The story of No 35021 'New Zealand Line'.

A while back I came across a photograph of a Merchant Navy class loco I hadn't seen before, and being the curious sort, I tried to find out more about it. 

The loco had been on display at a Sutton Model Engineering club exhibition, and I learnt that the loco had been built by an ex Nine Elms fireman, giving it particular kudos. 

Further, it was started in 1948, in the year of Railway Nationalisation, while new Bulleid's Pacifics were still being constructed and entering service, making it the earliest model of a Bulleid pacific I've heard of. 


 Russell's loco.

The builder was Russell Coffin, one of the firemen working at the very the end of B.R. steam, giving the Bulleid Pacifics a good thrash before saying a sad farewell to them.

To quote part of a letter from Russell :  "During most of my firing career I was lucky with the drivers to whom I was a regular mate, and had several who worked on a day and day about basis, that is driving and firing on alternate days.  I learnt a hell of a lot that way.  Of course once I got into the Top Link as a fireman the drivers were much older and not inclined to tackle any graft on the shovel.  Fred Batho and I had MN No. 35021 ('New Zealand Line') as a regular engine, so we kept the footplate fittings all polished and the cab spotless.  A real pleasure to go to work.  Happy Days !"

He stayed on the railway as a driver on the electrics - but was also a lifetime member of the Sutton Club.
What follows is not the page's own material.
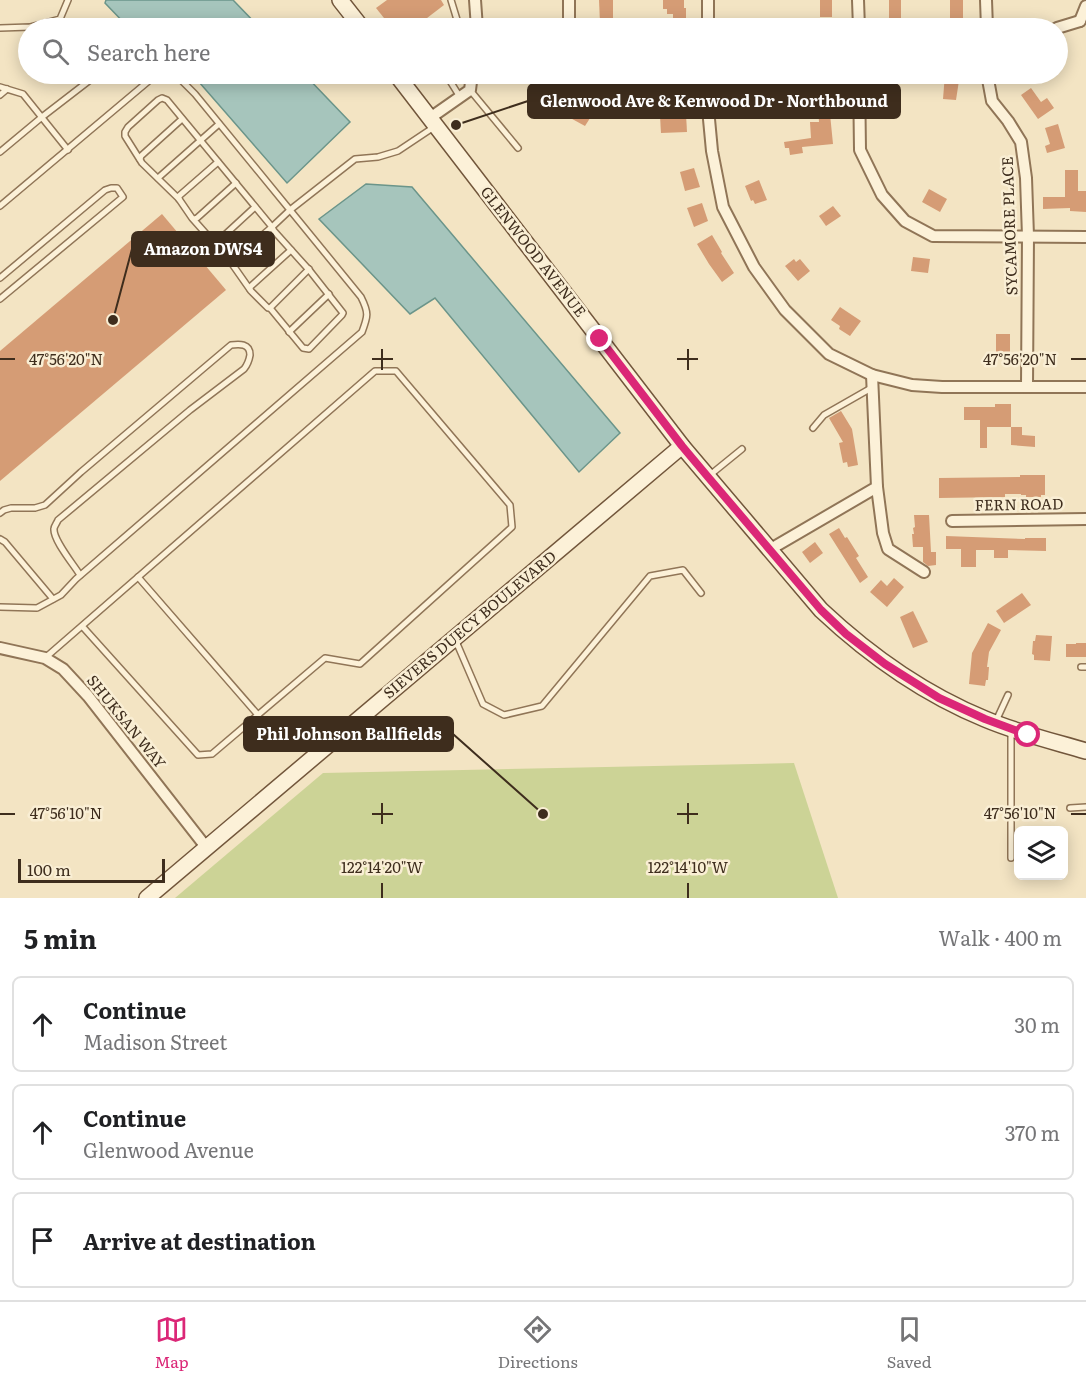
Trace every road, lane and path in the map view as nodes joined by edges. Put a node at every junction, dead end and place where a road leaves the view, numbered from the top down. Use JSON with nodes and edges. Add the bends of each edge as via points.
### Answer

Russell learnt his modelling skills from his father who was an engineer, and built many models including stationary engines and scale railway signals.
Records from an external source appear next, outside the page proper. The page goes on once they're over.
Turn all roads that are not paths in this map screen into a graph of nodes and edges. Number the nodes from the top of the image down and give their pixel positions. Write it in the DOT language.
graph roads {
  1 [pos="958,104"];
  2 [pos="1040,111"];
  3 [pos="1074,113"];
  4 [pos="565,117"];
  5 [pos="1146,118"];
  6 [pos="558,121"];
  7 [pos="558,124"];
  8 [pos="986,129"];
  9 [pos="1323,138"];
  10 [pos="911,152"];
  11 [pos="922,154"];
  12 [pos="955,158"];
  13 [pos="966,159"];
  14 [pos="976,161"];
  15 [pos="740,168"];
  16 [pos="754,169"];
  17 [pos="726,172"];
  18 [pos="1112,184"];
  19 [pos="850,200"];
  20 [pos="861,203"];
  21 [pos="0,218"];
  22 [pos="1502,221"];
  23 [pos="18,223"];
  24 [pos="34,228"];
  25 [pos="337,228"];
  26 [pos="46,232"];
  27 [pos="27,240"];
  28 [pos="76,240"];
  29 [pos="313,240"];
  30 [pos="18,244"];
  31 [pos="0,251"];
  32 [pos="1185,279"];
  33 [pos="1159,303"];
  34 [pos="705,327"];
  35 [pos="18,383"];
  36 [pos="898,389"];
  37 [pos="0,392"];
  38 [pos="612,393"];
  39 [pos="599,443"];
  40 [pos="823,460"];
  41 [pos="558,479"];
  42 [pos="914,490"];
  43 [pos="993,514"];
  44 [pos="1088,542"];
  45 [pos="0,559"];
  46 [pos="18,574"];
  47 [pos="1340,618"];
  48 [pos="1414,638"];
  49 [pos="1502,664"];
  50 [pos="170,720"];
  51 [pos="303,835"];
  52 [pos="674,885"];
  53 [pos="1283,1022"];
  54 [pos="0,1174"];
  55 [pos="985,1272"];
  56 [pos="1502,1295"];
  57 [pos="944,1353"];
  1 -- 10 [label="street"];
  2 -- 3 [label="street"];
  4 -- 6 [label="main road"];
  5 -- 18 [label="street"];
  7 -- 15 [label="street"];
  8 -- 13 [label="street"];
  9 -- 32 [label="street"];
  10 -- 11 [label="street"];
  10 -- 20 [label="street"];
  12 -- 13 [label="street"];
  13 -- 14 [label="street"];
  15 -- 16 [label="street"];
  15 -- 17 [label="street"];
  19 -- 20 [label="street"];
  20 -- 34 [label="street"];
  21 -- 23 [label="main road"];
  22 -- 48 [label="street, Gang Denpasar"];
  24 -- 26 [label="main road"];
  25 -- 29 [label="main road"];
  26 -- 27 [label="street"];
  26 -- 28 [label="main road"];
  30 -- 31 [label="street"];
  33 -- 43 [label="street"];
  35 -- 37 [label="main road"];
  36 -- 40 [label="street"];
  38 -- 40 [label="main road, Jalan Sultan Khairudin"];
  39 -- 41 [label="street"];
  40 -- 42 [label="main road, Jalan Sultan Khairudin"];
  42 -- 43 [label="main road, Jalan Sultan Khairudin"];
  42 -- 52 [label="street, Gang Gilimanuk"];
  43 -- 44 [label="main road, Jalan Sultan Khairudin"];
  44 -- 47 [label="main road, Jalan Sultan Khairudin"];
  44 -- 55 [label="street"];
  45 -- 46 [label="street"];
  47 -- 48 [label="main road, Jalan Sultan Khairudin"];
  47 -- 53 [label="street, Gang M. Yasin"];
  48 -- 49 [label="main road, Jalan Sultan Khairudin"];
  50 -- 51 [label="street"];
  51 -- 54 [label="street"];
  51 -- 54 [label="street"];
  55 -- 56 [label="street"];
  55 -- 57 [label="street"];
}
We can perhaps safely assume it was his respect for the original Pacifics with all their complex workings, and his time and fondness for 35021 in particular that drew Russell to build his fine model.
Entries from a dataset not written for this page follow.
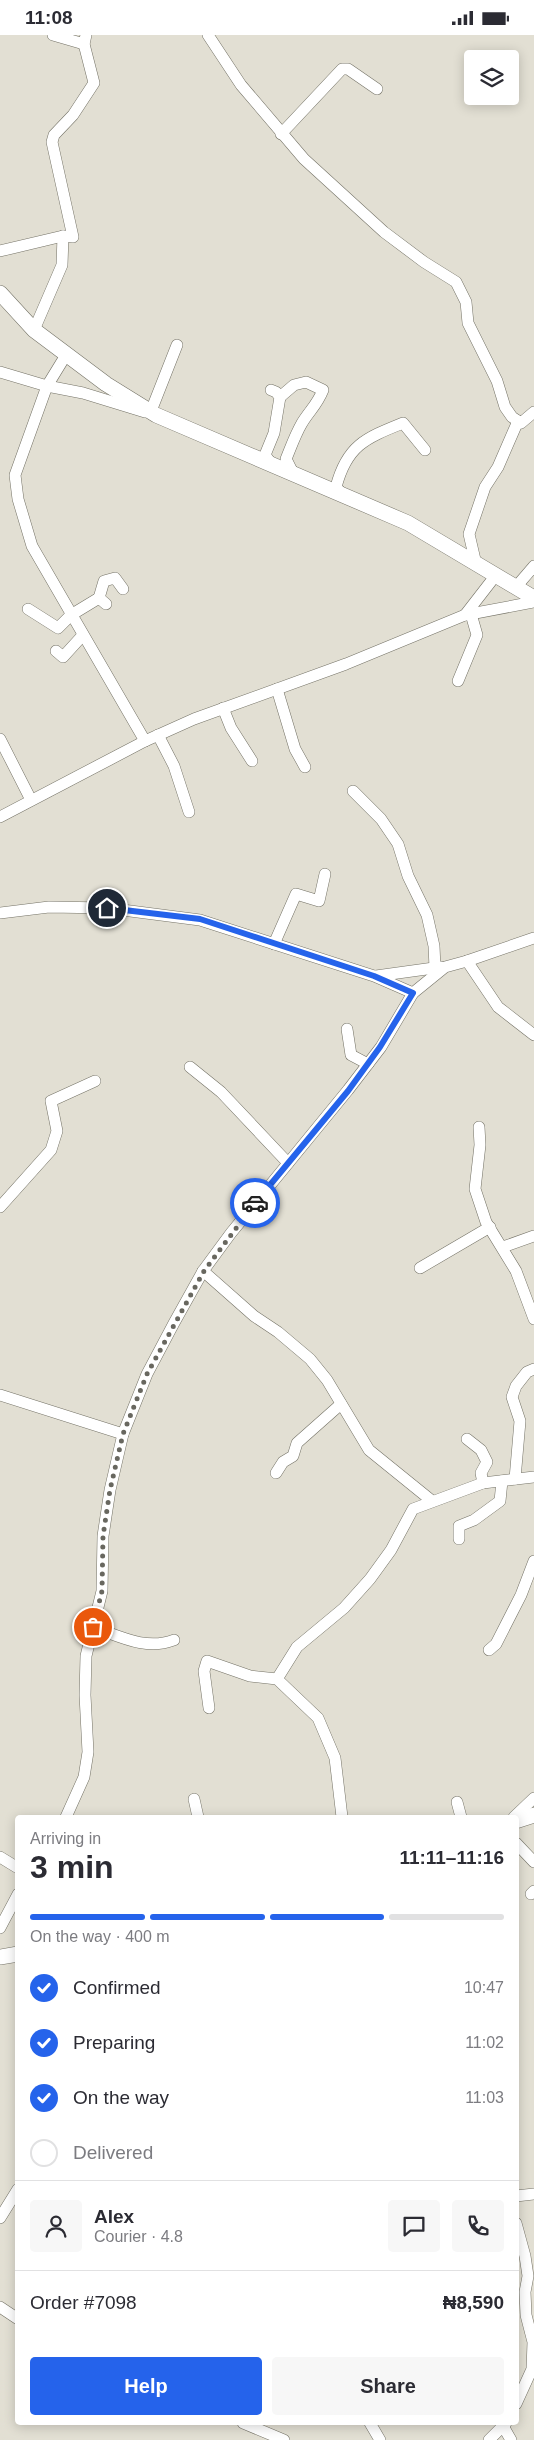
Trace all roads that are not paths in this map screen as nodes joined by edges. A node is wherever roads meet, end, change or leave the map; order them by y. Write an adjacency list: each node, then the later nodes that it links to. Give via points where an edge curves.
1 (53, 35): 3 (street)
2 (208, 35): 5 (street, via 241,85)
3 (85, 39): 6 (street, via 94,83 52,141 73,237)
4 (377, 89): 5 (street, via 348,69 342,69)
5 (281, 134): 16 (street, via 384,232 456,282 466,301 468,323 497,381 505,407)
6 (63, 235): 7 (street); 9 (street, via 62,265)
7 (0, 251)
8 (0, 293): 9 (main road)
9 (34, 330): 11 (main road)
10 (177, 345): 15 (street)
11 (66, 355): 13 (street); 15 (main road, via 106,385)
12 (0, 372): 13 (street)
13 (47, 386): 15 (street); 28 (street, via 15,475 18,499 32,546)
14 (534, 412): 16 (street, via 521,423)
15 (154, 413): 18 (main road)
16 (518, 421): 21 (street, via 498,467 485,487 469,534)
17 (425, 450): 20 (street, via 403,423 376,434 360,443 340,472 336,487)
18 (270, 462): 19 (main road); 19 (street, via 265,455 274,433 275,393 306,381 323,390 286,459)
19 (294, 473): 20 (main road)
20 (342, 494): 21 (main road, via 408,523)
21 (476, 564): 23 (main road)
22 (534, 566): 24 (street)
23 (496, 575): 24 (main road); 29 (street)
24 (516, 587): 26 (main road)
25 (123, 589): 28 (street, via 115,578 104,581 102,601)
26 (534, 600): 29 (street)
27 (28, 609): 28 (street, via 58,628)
28 (71, 615): 30 (street)
29 (468, 615): 32 (street, via 477,635); 33 (street)
30 (83, 635): 31 (street, via 63,657); 37 (street)
31 (56, 651)
32 (458, 681)
33 (277, 689): 34 (street); 39 (street, via 295,749)
34 (223, 708): 35 (street); 38 (street, via 231,728)
35 (158, 735): 37 (street); 42 (street, via 174,766)
36 (0, 739): 41 (street)
37 (145, 741): 41 (street)
38 (252, 761)
39 (305, 767)
40 (353, 791): 49 (street, via 398,844 408,876 427,915)
41 (31, 800): 43 (street)
42 (189, 812)
43 (0, 817)
44 (325, 874): 47 (street, via 319,901 296,894)
45 (0, 913): 47 (street, via 49,907 107,908 200,919)
46 (534, 938): 48 (street)
47 (274, 943): 50 (street)
48 (467, 961): 49 (street); 53 (street, via 498,1007)
49 (440, 967): 50 (street); 51 (street)
50 (374, 976): 51 (street)
51 (413, 993): 54 (street)
52 (347, 1029): 54 (street, via 351,1055)
53 (534, 1035)
54 (368, 1064): 58 (street)
55 (190, 1067): 58 (street, via 221,1092)
56 (95, 1081): 59 (street, via 51,1101 57,1131 52,1149)
57 (479, 1127): 60 (street, via 475,1189)
58 (288, 1163): 64 (street)
59 (0, 1207)
60 (490, 1227): 62 (street); 63 (street)
61 (534, 1236): 62 (street)
62 (503, 1247): 65 (street)
63 (420, 1268)
64 (204, 1271): 68 (street, via 254,1317 310,1359); 69 (street, via 147,1374)
65 (534, 1319)
66 (534, 1369): 73 (street, via 527,1372 516,1386 512,1397 520,1421)
67 (0, 1395): 69 (street)
68 (341, 1404): 71 (street, via 297,1443 293,1456 283,1462); 76 (street, via 369,1450)
69 (123, 1434): 79 (street, via 110,1490 103,1536 102,1591)
70 (467, 1439): 75 (street, via 480,1450 487,1462 481,1473)
71 (276, 1473)
72 (534, 1477): 73 (street)
73 (515, 1479): 74 (street)
74 (502, 1481): 75 (street); 77 (street, via 500,1501 474,1520 459,1526)
75 (482, 1483): 76 (street)
76 (432, 1501): 82 (street, via 413,1509 391,1550 370,1579 344,1608 297,1647)
77 (459, 1539)
78 (534, 1561): 81 (street, via 521,1595 496,1644)
79 (93, 1627): 80 (street, via 119,1635 124,1640 163,1644); 87 (street, via 86,1656 88,1752 84,1777)
80 (174, 1640)
81 (489, 1650)
82 (277, 1679): 83 (street, via 250,1676 207,1661 204,1671); 89 (street, via 318,1718 335,1758)
83 (209, 1708)
84 (534, 1798): 91 (street)
85 (194, 1799): 88 (street)
86 (457, 1802): 90 (street)
87 (67, 1815)
88 (198, 1815)
89 (342, 1815)
90 (460, 1815)
91 (516, 1815)
92 (534, 1815): 93 (main road)
93 (519, 1820)
94 (519, 1846): 96 (street)
95 (0, 1857): 97 (street)
96 (534, 1862)
97 (15, 1866)
98 (15, 1900): 99 (street)
99 (0, 1927)
100 (15, 1954): 101 (main road)
101 (0, 1957)
102 (15, 2194): 105 (street)
103 (534, 2194): 104 (street)
104 (519, 2196)
105 (0, 2218)
106 (519, 2234): 109 (street, via 528,2276 526,2315)
107 (0, 2307): 108 (street)
108 (15, 2317)
109 (534, 2342): 110 (street, via 532,2369)
110 (519, 2398)
111 (248, 2425): 114 (street)
112 (371, 2425): 115 (street)
113 (504, 2425): 116 (street); 117 (street)
114 (284, 2440)
115 (380, 2440)
116 (489, 2440)
117 (511, 2440)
Whilst the M.N. was not built to works drawings and there is some slight simplification, his loco is a true Bulleid in miniature with three cylinders and chain driven valve gear.  However, Russell dispensed with an oil bath, a good squirt around with an oil can before a run was found to be adequate.

Russell Coffin was also a keen photographer, and he took many photographs towards the end of steam which capture the atmosphere of the day in a way a heritage railway just cannot.  Some of his photographic collection has been published by Jim Lester, himself an ex S.R. Nine Elms based fireman, through his web-site about Nine Elms shed.  For a link to Russell's photos - click here.

I am especially grateful to the late Jo Milan, and other members of the Sutton Model Engineering Club who supplied these wonderful photographs for us to enjoy.

Some Exhibition notes for 35021 by the late Russell Coffin.

Originally intended to be a model of a 'West Country' class, this 3 ½" gauge locomotive was commenced in about 1948.

The driving wheels were partly cast, and partly fabricated.  The construction of the frames and other parts of the chassis progressed satisfactorily, and the tender was soon completed.

Owing to a move to another house, work stopped for some years until the workshop was re-instated.


As no working drawings had been used, it was realised that the commercially available cylinders were really well over scale width, so it was then decided to convert to the larger and wider 'MN' class.

This meant lengthening the frames to take the larger boiler.

Two more house (and workshop) moves delayed the project even further, so it was decided to wait until retirement, in 1986, to complete the model.  This took till September 1989 - 41 years after it was started !


The valve gear follows the Bulleid chain driven pattern, modified in detail to facilitate assembly - with 12" to the foot fingers - in the very confined space available.

That took me some time to work out, but resulted in a number of sub-assemblies that could be dropped in, so to speak, and then connected by simple pin joints.

Like the prototype, the chain used is a Morse inverted tooth silent rocker type - it came from America, via a friend, but is probably now out of production.  It is seven plates wide, about 7/32", and has a pitch of 3/16"; and apart from a slight adjustment once a year, has given no trouble at all.


The boiler has a combustion chamber with vertical water tubes, 4 super heater flues and a grate area of 25 sq. inches.

Water feed is by one axle driven pump, and one injector - no hand pump is fitted or has ever been needed.


As a matter of interest the builder was a Top Link fireman on the 'real' one for several years - it was allocated to 2 pairs of loco men as a regular engine, and in service gave every satisfaction.

The model was therefore built 'from memory' plus a few rough sketches, and reference to photographs.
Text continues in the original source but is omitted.